**WHAT TO WORK ON:** Where the data below begins, start duplicating lines exactly, and finish with the line containing "flex:none; width:44px; height:44px;"; add nothing else. Leave the pictures out.

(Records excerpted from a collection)
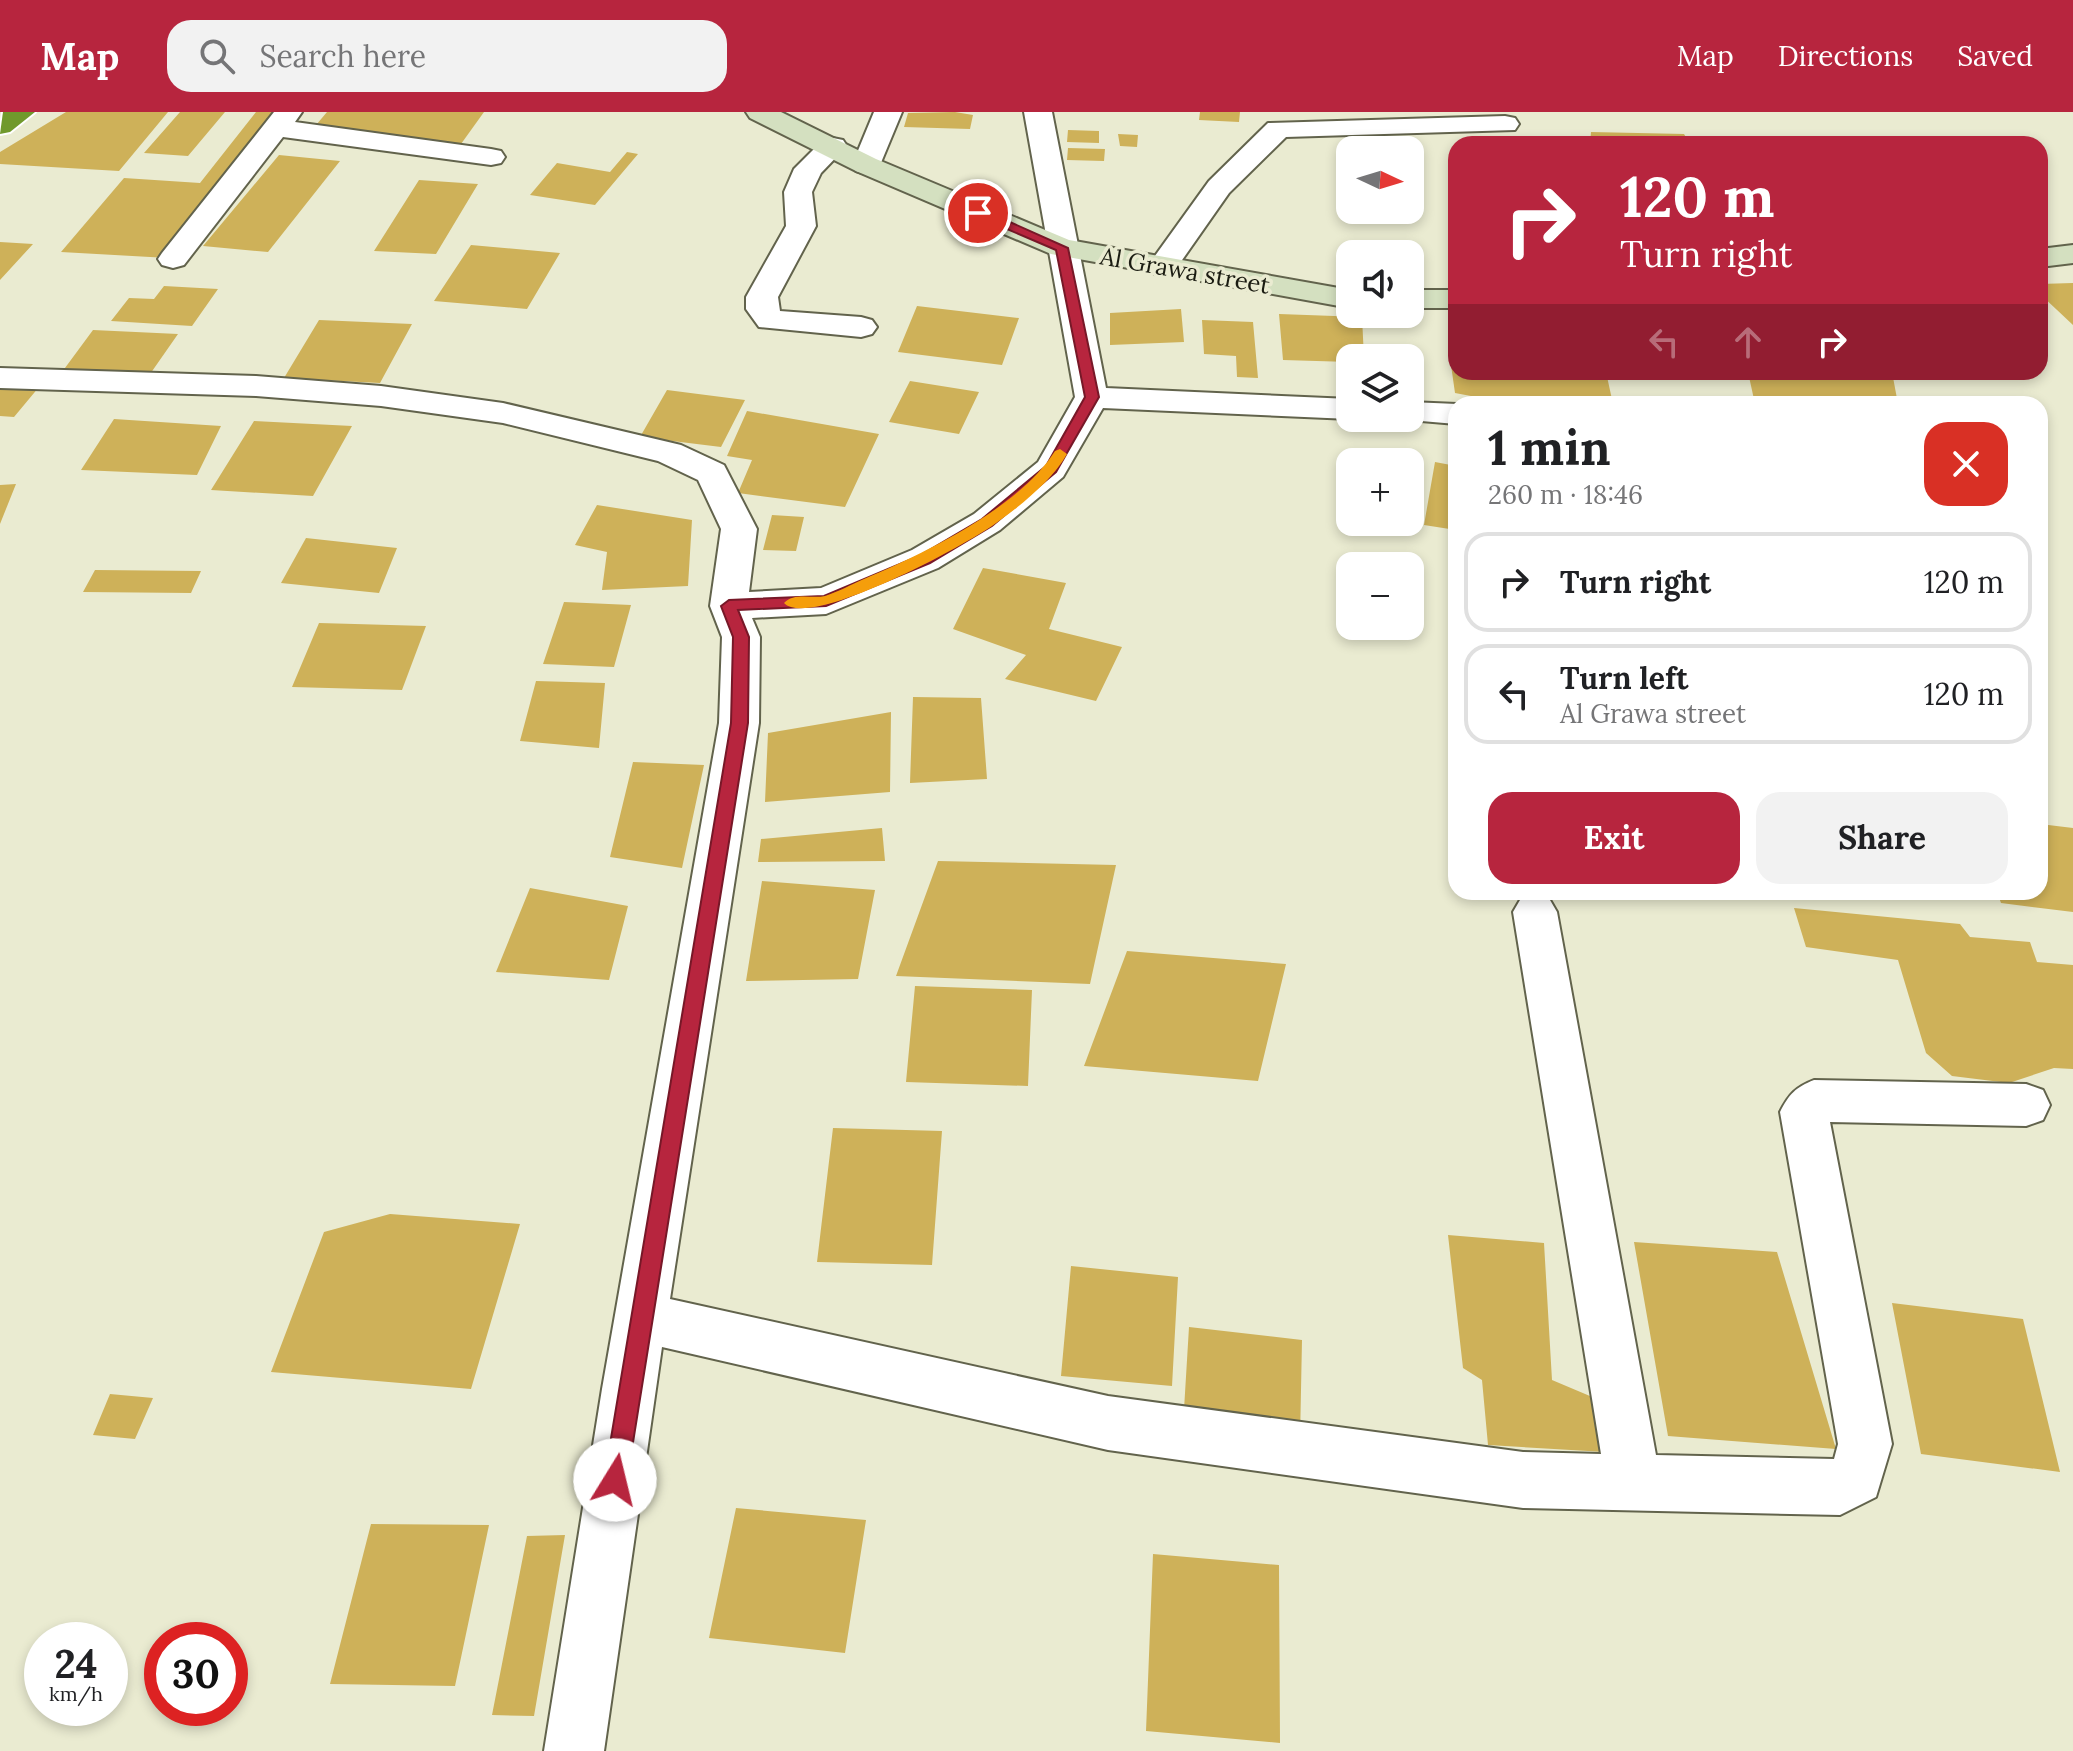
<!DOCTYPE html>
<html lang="en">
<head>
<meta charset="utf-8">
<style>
  body { margin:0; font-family:Lora,serif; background:#f2f2f2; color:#202124; height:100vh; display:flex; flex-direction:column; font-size:30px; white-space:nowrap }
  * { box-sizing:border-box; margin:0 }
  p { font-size:26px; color:#757577 }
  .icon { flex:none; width:44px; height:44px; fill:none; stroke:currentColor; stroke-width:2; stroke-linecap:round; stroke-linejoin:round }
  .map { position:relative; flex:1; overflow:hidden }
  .drawer { position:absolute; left:1448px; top:284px; width:600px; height:504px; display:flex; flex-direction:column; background:#fff; border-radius:24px; box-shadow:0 4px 12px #0003 }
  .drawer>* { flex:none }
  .hud { position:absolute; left:1448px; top:24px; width:600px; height:244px; border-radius:24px; box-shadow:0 4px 12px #0003; background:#b7253e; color:#fff; overflow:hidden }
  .needle { width:52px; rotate:94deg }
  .controls { position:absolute; left:1336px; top:24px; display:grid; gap:16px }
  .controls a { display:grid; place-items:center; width:88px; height:88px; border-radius:16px; background:#fff; box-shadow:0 4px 12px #0003; font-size:40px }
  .speed { position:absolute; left:24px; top:1510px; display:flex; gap:16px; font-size:40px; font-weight:700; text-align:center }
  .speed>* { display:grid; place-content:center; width:104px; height:104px; border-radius:50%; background:#fff; box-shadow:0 4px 12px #0003; line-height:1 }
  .speed small { font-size:20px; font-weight:400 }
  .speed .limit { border:12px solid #d22; background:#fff; color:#111 }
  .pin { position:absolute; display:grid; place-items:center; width:68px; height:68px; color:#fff; margin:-34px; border:4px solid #fff; border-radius:50%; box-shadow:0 2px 8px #0007 }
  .me { position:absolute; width:88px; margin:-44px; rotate:9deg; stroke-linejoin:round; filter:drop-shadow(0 0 6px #0008) }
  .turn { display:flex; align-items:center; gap:28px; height:168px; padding:0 40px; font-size:36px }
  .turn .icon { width:104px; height:104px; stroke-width:2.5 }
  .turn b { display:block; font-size:56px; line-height:68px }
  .lanes { display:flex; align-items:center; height:76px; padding:0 40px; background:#0003; justify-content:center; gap:40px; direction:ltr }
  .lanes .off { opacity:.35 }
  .round { display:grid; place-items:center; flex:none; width:84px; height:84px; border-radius:24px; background:#f2f2f2 }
  .overview { display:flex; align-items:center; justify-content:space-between; height:136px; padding:0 40px }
  h1 { font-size:48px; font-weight:700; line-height:60px }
  .button { display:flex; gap:16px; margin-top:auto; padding:16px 40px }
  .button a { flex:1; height:92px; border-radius:24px; background:#b7253e; color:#fff; font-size:32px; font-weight:700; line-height:92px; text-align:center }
  .button a+a { background:#f2f2f2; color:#202124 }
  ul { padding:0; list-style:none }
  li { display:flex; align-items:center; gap:24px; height:100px; margin:0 16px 12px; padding:0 24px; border:4px solid #e0e0e0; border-radius:24px }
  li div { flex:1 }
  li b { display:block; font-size:30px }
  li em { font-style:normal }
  header { display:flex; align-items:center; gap:48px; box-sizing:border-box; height:112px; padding:0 40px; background:#b7253e; color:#fff }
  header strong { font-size:38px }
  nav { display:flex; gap:44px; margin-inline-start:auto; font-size:28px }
  .search { width:560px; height:72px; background:#f2f2f2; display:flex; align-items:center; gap:20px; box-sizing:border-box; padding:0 28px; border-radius:24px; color:#757577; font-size:30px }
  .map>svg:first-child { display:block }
  .building { fill:#ceb159 }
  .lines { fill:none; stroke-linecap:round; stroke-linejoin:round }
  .street-casing { stroke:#62634c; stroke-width:4 }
  .secondary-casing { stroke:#62634c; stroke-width:4 }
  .highway-casing { stroke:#fff; stroke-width:4 }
  .street { fill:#fff; fill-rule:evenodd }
  .secondary { fill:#d4e0c0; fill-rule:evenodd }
  .highway { fill:#70992c; fill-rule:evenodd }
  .route { fill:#b7253e; stroke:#771828; stroke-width:2 }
  .slow { fill:#f59e0b }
  .labels { text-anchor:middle; stroke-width:7; stroke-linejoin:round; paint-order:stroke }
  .far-street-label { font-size:24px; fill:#1b1c12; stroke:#eaebd1 }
</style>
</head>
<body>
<header>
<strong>Map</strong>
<div class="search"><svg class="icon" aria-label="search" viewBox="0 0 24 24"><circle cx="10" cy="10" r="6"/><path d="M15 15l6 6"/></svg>Search here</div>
<nav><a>Map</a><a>Directions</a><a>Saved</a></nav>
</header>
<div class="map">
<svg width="2073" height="1639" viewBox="0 0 2073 1639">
  <rect width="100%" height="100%" fill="#eaebd1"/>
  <path class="building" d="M66 0H168L119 59 0 52V40Z
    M180 0H225L188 44 144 41Z
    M256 0H281L168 146 61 140 124 66 200 71Z
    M327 0H484L461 32 311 19Z
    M955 0 973 3 970 17 904 15 908 1Z
    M1200 0H1240L1239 10 1199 8Z
    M1068 18 1099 19V31L1067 30Z
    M1591 20 1684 22 1690 32H1590Z
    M1118 22 1138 23 1137 35 1120 34Z
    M1068 36 1105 37 1104 49 1067 48Z
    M627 40 638 42 595 93 530 83 557 51 610 60Z
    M279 43 340 49 268 140 203 134Z
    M419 68 478 72 436 142 374 139Z
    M0 130 33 132 0 168Z
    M471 133 560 141 527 197 434 189Z
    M2073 171V213L2040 182V172Z
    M164 174 218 177 192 214 111 209 129 186 154 187Z
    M917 194 1019 206 1002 253 898 240Z
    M1181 197 1184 230 1110 233V201Z
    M1279 202 1362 205 1364 246H1350V250L1283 248Z
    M319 208 412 212 380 271 284 266Z
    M1202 208 1253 210 1258 266 1237 265 1236 244 1204 242Z
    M93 218 178 222 148 265 62 260Z
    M1448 232H1456V260H1606L1613 292H1513L1455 281Z
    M1748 260H1892L1898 292H1755Z
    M910 269 979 280 959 322 889 310Z
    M0 274 39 275 14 305 0 304Z
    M667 278 745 288 721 335 640 325Z
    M747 299 879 322 845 395 738 381 752 348 727 344Z
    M114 307 221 314 197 363 81 358Z
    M254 309 352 314 313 384 211 378Z
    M1435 350 1456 354V418L1424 413Z
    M16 372 0 412V373Z
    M597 393 692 408 688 474 602 478 607 440 575 433Z
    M772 403 804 405 796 439 763 438Z
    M306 426 397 436 379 481 281 471Z
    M983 456 1066 471 1049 517 1122 535 1096 589 1005 567 1026 543 953 517Z
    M95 458 201 459 191 481 83 480Z
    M564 490 631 493 614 555 543 552Z
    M319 511 426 514 402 578 292 575Z
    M536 569 605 571 599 636 520 629Z
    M913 585 981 586 987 667 910 671Z
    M891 600 890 680 765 690 768 621Z
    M633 650 704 653 682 756 610 745Z
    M2040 712 2073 716V800L2001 791 1997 780H2040Z
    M882 716 885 749 758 750 761 727Z
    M938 749 1116 753 1090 872 896 864Z
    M762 769 875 778 858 867 746 869Z
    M530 776 628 794 609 868 496 860Z
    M1794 796 1960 812 1970 825 2030 830 2037 850 2073 853V957L2054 956 2009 971 1952 964 1926 941 1898 848 1806 835Z
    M1127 839 1286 852 1258 969 1084 954Z
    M915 874 1032 878 1028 974 906 970Z
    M833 1016 942 1019 932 1153 817 1150Z
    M390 1102 520 1112 471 1277 271 1260 324 1120Z
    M1448 1123 1544 1131 1552 1268 1597 1287 1605 1340 1488 1333 1482 1268 1463 1256Z
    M1634 1130 1777 1140 1836 1337 1668 1324Z
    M1071 1154 1178 1165 1172 1274 1061 1264Z
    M1892 1191 2023 1207 2060 1360 1921 1342Z
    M1189 1215 1302 1228 1300 1328 1183 1314Z
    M110 1282 153 1286 135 1327 93 1323Z
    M736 1396 866 1408 845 1541 709 1526Z
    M371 1412 489 1413 455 1574 330 1572Z
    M565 1423 534 1604 492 1603 527 1424Z
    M1153 1442 1279 1453 1280 1631 1146 1619Z"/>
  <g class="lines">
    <defs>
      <path id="street" d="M274 0H302L295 10 491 37 501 39 505 45 501 51 491 53 283 25 184 153 173 156 162 153 158 147 162 141Z
        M874 0H902L880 53 876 59 866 62 856 59 852 53Z
        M1024 0H1052L1106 276 1350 287V306H1355L1350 307 1103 296 1063 365 1000 418 938 456 826 502 752 506 760 525 759 611 670 1187 1108 1284 1523 1340 1601 1342 1513 800 1520 788 1535 783 1550 788 1557 800 1656 1343 1834 1347 1838 1332 1780 1000C1789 982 1796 975 1814 968L2026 972 2043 978 2050 993 2043 1008 2026 1014 1830 1010 1892 1332 1876 1385 1840 1403 1523 1396 1108 1338 662 1235 604 1639H544L602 1277 719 611 722 525 710 494 721 417 698 368 658 349 503 311 381 294 256 284 0 276V256L256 264 381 274 503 291 681 333 724 353 757 417 749 480 821 476 912 438 974 402 1038 350 1075 285Z
        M1505 4 1515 6 1519 12 1515 18 1286 25 1229 81 1173 161 1162 164 1151 161 1147 155 1209 69 1268 11Z
        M833 26 843 28 847 34 821 61 812 80 816 114 778 185 780 199 861 205 872 208 877 215 872 222 861 225 759 215 746 197V185L786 114 784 80 794 57 823 28Z
        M1410 290 1457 292 1456 312 1398 307 1410 306Z"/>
      <path id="secondary" d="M746 0H781L876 47 1069 128 1350 178V196L1051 142 856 59 750 6Z
        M2073 133V151L2040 155V137Z
        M1410 178H1456V196H1410Z"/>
      <path id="highway" d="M3 0H35L10 20 0 22Z"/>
    </defs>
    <use href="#street" class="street-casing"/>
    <use href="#secondary" class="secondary-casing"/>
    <use href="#highway" class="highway-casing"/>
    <use href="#street" class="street"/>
    <use href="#secondary" class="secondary"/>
    <use href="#highway" class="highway"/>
  </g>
  <path class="route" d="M974 98H983L1068 136 1099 285 1056 360 992 414 930 451 826 494 738 498 749 525 748 611 627 1368 623 1376 615 1379 607 1376 604 1368 731 611 733 525 721 494 729 488 824 484 919 444 982 407 1046 354 1085 285 1056 138 974 103Z"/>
  <path class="slow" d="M1060 337 1067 342C1051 370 1019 395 992 414 963 434 810 518 784 491 794 480 812 487 825 484 838 480 852 472 864 467 925 441 1019 396 1055 339Z"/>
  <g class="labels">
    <g class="far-street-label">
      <text transform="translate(1185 159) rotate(10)" y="8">Al Grawa street</text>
    </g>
  </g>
</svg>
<div class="controls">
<a><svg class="needle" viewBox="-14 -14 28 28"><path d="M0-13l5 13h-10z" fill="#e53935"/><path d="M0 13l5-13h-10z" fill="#757577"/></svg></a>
<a><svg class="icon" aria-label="sound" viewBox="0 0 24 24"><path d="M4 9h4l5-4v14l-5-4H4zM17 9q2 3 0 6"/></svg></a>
<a><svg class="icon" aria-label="layers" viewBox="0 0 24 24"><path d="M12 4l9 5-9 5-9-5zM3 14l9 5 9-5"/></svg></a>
<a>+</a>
<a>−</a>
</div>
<div class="speed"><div>24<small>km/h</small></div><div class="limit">30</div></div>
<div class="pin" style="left:978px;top:101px;background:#d93025"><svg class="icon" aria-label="arrive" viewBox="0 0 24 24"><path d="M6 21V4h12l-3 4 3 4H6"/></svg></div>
<svg class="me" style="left:615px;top:1368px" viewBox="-20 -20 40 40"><circle r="19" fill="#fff"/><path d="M0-13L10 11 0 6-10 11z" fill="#b7253e"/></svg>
<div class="hud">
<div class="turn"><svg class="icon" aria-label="right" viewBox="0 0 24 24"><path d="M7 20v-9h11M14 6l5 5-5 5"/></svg><div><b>120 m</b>Turn right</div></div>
<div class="lanes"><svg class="icon off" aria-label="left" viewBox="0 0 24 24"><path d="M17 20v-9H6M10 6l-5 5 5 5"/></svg><svg class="icon off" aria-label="ahead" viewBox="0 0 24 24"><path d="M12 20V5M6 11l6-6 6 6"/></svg><svg class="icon" aria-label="right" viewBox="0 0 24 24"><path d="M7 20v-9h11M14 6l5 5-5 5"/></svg></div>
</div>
<section class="drawer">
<div class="overview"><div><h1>1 min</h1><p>260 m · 18:46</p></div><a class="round" style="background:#d93025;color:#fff"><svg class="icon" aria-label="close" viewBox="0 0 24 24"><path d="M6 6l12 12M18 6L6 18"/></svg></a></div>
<ul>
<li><svg class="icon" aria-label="right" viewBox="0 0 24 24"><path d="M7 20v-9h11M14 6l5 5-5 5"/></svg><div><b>Turn right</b></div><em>120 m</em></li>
<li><svg class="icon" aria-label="left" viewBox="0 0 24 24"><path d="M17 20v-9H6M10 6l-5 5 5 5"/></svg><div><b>Turn left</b><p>Al Grawa street</p></div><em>120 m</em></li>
</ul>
<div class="button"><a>Exit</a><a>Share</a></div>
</section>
</div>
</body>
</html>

**SOLVED PROBLEM:**
<!DOCTYPE html>
<html lang="en">
<head>
<meta charset="utf-8">
<style>
  body { margin:0; font-family:Lora,serif; background:#f2f2f2; color:#202124; height:100vh; display:flex; flex-direction:column; font-size:30px; white-space:nowrap }
  * { box-sizing:border-box; margin:0 }
  p { font-size:26px; color:#757577 }
  .icon { flex:none; width:44px; height:44px; fill:none; stroke:currentColor; stroke-width:2; stroke-linecap:round; stroke-linejoin:round }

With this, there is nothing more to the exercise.